Dataset excerpts:

───

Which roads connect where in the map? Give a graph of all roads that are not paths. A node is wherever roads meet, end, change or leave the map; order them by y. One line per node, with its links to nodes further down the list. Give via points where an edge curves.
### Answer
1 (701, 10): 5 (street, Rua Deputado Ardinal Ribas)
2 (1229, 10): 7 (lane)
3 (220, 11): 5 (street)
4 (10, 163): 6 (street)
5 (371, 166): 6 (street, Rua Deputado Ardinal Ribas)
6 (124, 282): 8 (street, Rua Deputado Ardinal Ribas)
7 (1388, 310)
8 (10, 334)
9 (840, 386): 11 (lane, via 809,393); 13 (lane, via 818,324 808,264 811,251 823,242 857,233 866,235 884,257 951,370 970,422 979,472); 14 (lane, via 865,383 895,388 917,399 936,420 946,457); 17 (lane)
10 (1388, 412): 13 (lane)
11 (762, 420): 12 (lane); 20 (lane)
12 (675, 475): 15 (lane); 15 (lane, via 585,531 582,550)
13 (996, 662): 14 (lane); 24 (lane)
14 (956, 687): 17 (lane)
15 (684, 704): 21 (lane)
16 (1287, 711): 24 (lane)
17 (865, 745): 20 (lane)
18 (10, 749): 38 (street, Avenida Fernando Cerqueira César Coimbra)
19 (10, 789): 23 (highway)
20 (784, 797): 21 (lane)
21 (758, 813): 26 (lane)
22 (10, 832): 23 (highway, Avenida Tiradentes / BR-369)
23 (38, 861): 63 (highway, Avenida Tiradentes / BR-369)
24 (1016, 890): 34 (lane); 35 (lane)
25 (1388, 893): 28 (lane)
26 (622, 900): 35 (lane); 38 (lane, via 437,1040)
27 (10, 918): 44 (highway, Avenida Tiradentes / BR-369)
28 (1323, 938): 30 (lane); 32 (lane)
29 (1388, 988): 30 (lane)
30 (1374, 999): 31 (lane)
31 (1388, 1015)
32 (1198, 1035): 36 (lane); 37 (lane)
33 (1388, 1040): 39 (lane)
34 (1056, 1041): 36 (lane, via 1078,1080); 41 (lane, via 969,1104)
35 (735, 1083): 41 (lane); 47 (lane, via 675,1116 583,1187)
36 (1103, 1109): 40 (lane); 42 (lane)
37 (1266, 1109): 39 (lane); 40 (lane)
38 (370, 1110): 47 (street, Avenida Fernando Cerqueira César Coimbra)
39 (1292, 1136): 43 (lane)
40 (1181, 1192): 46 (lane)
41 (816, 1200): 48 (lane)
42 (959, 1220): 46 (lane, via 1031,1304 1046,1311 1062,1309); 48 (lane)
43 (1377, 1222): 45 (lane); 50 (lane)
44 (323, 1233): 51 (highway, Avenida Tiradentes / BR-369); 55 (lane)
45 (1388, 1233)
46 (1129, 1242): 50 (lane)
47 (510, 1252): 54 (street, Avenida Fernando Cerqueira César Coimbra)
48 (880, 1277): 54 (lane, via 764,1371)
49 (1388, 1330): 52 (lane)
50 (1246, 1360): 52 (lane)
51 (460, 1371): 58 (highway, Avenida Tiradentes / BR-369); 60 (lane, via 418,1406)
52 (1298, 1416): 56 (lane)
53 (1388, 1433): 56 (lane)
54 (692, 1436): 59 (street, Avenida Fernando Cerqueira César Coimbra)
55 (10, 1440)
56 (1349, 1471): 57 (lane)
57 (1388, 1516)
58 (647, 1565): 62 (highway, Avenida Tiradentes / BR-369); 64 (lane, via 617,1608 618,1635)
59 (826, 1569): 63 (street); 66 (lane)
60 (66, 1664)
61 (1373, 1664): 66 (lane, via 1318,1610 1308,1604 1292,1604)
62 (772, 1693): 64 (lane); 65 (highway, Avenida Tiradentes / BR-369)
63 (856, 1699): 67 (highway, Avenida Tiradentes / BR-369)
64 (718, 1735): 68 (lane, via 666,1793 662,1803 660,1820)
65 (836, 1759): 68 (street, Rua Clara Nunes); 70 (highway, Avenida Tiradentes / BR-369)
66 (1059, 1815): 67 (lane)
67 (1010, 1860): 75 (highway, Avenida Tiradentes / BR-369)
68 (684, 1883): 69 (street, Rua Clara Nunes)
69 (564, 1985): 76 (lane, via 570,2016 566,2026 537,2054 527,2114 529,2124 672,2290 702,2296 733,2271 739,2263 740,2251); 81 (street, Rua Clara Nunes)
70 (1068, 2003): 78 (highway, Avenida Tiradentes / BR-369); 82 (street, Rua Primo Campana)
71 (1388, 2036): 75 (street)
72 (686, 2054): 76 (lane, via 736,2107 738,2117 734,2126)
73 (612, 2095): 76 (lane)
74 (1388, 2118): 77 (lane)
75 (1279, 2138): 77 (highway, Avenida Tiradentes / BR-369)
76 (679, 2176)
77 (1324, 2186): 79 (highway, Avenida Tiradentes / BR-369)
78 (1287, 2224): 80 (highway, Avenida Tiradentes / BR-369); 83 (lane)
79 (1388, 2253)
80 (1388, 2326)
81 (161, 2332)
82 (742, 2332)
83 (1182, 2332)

───

Task item: Extract each record, keeping it identical to the original.

Answer for the task:
Which roads connect where in the map? Give a graph of all roads that are not paths. A node is wherever roads meet, end, change or leave the map; order them by y. One line per node, with its links to nodes further down the list. Give via points where an edge curves.
### Answer
1 (701, 10): 5 (street, Rua Deputado Ardinal Ribas)
2 (1229, 10): 7 (lane)
3 (220, 11): 5 (street)
4 (10, 163): 6 (street)
5 (371, 166): 6 (street, Rua Deputado Ardinal Ribas)
6 (124, 282): 8 (street, Rua Deputado Ardinal Ribas)
7 (1388, 310)
8 (10, 334)
9 (840, 386): 11 (lane, via 809,393); 13 (lane, via 818,324 808,264 811,251 823,242 857,233 866,235 884,257 951,370 970,422 979,472); 14 (lane, via 865,383 895,388 917,399 936,420 946,457); 17 (lane)
10 (1388, 412): 13 (lane)
11 (762, 420): 12 (lane); 20 (lane)
12 (675, 475): 15 (lane); 15 (lane, via 585,531 582,550)
13 (996, 662): 14 (lane); 24 (lane)
14 (956, 687): 17 (lane)
15 (684, 704): 21 (lane)
16 (1287, 711): 24 (lane)
17 (865, 745): 20 (lane)
18 (10, 749): 38 (street, Avenida Fernando Cerqueira César Coimbra)
19 (10, 789): 23 (highway)
20 (784, 797): 21 (lane)
21 (758, 813): 26 (lane)
22 (10, 832): 23 (highway, Avenida Tiradentes / BR-369)
23 (38, 861): 63 (highway, Avenida Tiradentes / BR-369)
24 (1016, 890): 34 (lane); 35 (lane)
25 (1388, 893): 28 (lane)
26 (622, 900): 35 (lane); 38 (lane, via 437,1040)
27 (10, 918): 44 (highway, Avenida Tiradentes / BR-369)
28 (1323, 938): 30 (lane); 32 (lane)
29 (1388, 988): 30 (lane)
30 (1374, 999): 31 (lane)
31 (1388, 1015)
32 (1198, 1035): 36 (lane); 37 (lane)
33 (1388, 1040): 39 (lane)
34 (1056, 1041): 36 (lane, via 1078,1080); 41 (lane, via 969,1104)
35 (735, 1083): 41 (lane); 47 (lane, via 675,1116 583,1187)
36 (1103, 1109): 40 (lane); 42 (lane)
37 (1266, 1109): 39 (lane); 40 (lane)
38 (370, 1110): 47 (street, Avenida Fernando Cerqueira César Coimbra)
39 (1292, 1136): 43 (lane)
40 (1181, 1192): 46 (lane)
41 (816, 1200): 48 (lane)
42 (959, 1220): 46 (lane, via 1031,1304 1046,1311 1062,1309); 48 (lane)
43 (1377, 1222): 45 (lane); 50 (lane)
44 (323, 1233): 51 (highway, Avenida Tiradentes / BR-369); 55 (lane)
45 (1388, 1233)
46 (1129, 1242): 50 (lane)
47 (510, 1252): 54 (street, Avenida Fernando Cerqueira César Coimbra)
48 (880, 1277): 54 (lane, via 764,1371)
49 (1388, 1330): 52 (lane)
50 (1246, 1360): 52 (lane)
51 (460, 1371): 58 (highway, Avenida Tiradentes / BR-369); 60 (lane, via 418,1406)
52 (1298, 1416): 56 (lane)
53 (1388, 1433): 56 (lane)
54 (692, 1436): 59 (street, Avenida Fernando Cerqueira César Coimbra)
55 (10, 1440)
56 (1349, 1471): 57 (lane)
57 (1388, 1516)
58 (647, 1565): 62 (highway, Avenida Tiradentes / BR-369); 64 (lane, via 617,1608 618,1635)
59 (826, 1569): 63 (street); 66 (lane)
60 (66, 1664)
61 (1373, 1664): 66 (lane, via 1318,1610 1308,1604 1292,1604)
62 (772, 1693): 64 (lane); 65 (highway, Avenida Tiradentes / BR-369)
63 (856, 1699): 67 (highway, Avenida Tiradentes / BR-369)
64 (718, 1735): 68 (lane, via 666,1793 662,1803 660,1820)
65 (836, 1759): 68 (street, Rua Clara Nunes); 70 (highway, Avenida Tiradentes / BR-369)
66 (1059, 1815): 67 (lane)
67 (1010, 1860): 75 (highway, Avenida Tiradentes / BR-369)
68 (684, 1883): 69 (street, Rua Clara Nunes)
69 (564, 1985): 76 (lane, via 570,2016 566,2026 537,2054 527,2114 529,2124 672,2290 702,2296 733,2271 739,2263 740,2251); 81 (street, Rua Clara Nunes)
70 (1068, 2003): 78 (highway, Avenida Tiradentes / BR-369); 82 (street, Rua Primo Campana)
71 (1388, 2036): 75 (street)
72 (686, 2054): 76 (lane, via 736,2107 738,2117 734,2126)
73 (612, 2095): 76 (lane)
74 (1388, 2118): 77 (lane)
75 (1279, 2138): 77 (highway, Avenida Tiradentes / BR-369)
76 (679, 2176)
77 (1324, 2186): 79 (highway, Avenida Tiradentes / BR-369)
78 (1287, 2224): 80 (highway, Avenida Tiradentes / BR-369); 83 (lane)
79 (1388, 2253)
80 (1388, 2326)
81 (161, 2332)
82 (742, 2332)
83 (1182, 2332)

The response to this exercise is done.